Chapter 1 (continued)

'And anyhow, I ought to have had the part in the first place instead of when the tour's half over. They are at Southampton this week. He wants me to join them there and go on to Portsmouth with them.'

'You'll like Portsmouth.'

'Why?'

'Well--er--good links quite near.'

'You know I don't play golf.'

'Nor do you. I was forgetting. Still, it's quite a jolly place.'

'It's a horrible place. I loathe it. I've half a mind not to go.'

'Oh, I don't know.'

'What do you mean?'

Lord Dawlish was feeling a little sorry for himself. Whatever he said seemed to be the wrong thing. This evidently was one of the days on which Claire was not so sweet-tempered as on some other days. It crossed his mind that of late these irritable moods of hers had grown more frequent. It was not her fault, poor girl! he told himself. She had rather a rotten time.

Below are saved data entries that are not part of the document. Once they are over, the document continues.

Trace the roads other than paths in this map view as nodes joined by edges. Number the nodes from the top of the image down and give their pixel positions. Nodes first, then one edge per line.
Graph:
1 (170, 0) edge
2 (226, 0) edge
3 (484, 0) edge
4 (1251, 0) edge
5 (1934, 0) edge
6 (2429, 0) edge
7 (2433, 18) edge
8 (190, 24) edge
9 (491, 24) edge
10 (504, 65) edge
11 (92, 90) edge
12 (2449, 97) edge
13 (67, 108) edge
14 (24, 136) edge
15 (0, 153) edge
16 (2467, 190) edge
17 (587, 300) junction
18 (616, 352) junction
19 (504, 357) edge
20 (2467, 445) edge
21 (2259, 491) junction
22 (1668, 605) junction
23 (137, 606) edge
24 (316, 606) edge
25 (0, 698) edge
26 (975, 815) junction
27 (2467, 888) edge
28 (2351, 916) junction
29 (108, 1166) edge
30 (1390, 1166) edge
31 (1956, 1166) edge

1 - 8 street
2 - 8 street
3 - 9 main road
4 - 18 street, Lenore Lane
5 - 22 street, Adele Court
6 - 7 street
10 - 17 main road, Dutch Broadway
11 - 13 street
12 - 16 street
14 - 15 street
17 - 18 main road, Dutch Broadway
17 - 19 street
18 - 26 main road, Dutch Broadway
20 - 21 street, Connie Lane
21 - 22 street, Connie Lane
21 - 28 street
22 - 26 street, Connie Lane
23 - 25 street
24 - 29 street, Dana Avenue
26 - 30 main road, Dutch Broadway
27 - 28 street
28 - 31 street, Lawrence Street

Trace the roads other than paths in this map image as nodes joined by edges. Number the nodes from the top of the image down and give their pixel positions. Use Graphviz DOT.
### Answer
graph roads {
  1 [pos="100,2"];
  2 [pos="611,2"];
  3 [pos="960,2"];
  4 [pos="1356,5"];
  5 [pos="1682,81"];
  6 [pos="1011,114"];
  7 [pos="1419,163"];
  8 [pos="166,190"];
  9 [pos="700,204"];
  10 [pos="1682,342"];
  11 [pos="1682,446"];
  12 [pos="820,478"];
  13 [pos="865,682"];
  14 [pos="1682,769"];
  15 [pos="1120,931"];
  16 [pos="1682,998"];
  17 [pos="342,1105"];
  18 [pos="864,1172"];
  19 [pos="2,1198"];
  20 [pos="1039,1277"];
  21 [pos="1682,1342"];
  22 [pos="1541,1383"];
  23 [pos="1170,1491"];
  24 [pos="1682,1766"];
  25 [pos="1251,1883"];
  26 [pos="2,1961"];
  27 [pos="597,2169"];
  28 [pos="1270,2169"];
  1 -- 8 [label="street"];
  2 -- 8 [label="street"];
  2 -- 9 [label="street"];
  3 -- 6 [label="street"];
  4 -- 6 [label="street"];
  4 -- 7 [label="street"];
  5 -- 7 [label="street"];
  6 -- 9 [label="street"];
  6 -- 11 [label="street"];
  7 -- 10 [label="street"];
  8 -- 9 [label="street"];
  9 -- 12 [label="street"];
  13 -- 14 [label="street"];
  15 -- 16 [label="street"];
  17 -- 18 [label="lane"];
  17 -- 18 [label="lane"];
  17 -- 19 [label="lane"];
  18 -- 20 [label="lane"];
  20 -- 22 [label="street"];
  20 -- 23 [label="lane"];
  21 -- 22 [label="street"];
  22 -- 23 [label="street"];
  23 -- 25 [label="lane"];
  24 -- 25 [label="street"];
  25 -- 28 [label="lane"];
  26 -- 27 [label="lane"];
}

It was always Lord Dawlish's habit on these occasions to make this excuse for Claire. It was such a satisfactory excuse. It covered everything. But, as a matter of fact, the rather rotten time which she was having was not such a very rotten one. Reducing it to its simplest terms, and forgetting for the moment that she was an extraordinarily beautiful girl--which his lordship found it impossible to do--all that it amounted to was that, her mother having but a small income, and existence in the West Kensington flat being consequently a trifle dull for one with a taste for the luxuries of life, Claire had gone on the stage. By birth she belonged to a class of which the female members are seldom called upon to earn money at all, and that was one count of her grievance against Fate. Another was that she had not done as well on the stage as she had expected to do. When she became engaged to Bill she had reached a point where she could obtain without difficulty good parts in the touring companies of London successes, but beyond that it seemed it was impossible for her to soar. It was not, perhaps, a very exhilarating life, but, except to the eyes of love, there was nothing tragic about it. It was the cumulative effect of having a mother in reduced circumstances and grumbling about it, of being compelled to work and grumbling about that, and of achieving in her work only a semi-success and grumbling about that also, that--backed by her looks--enabled Claire to give quite a number of people, and Bill Dawlish in particular, the impression that she was a modern martyr, only sustained by her indomitable courage.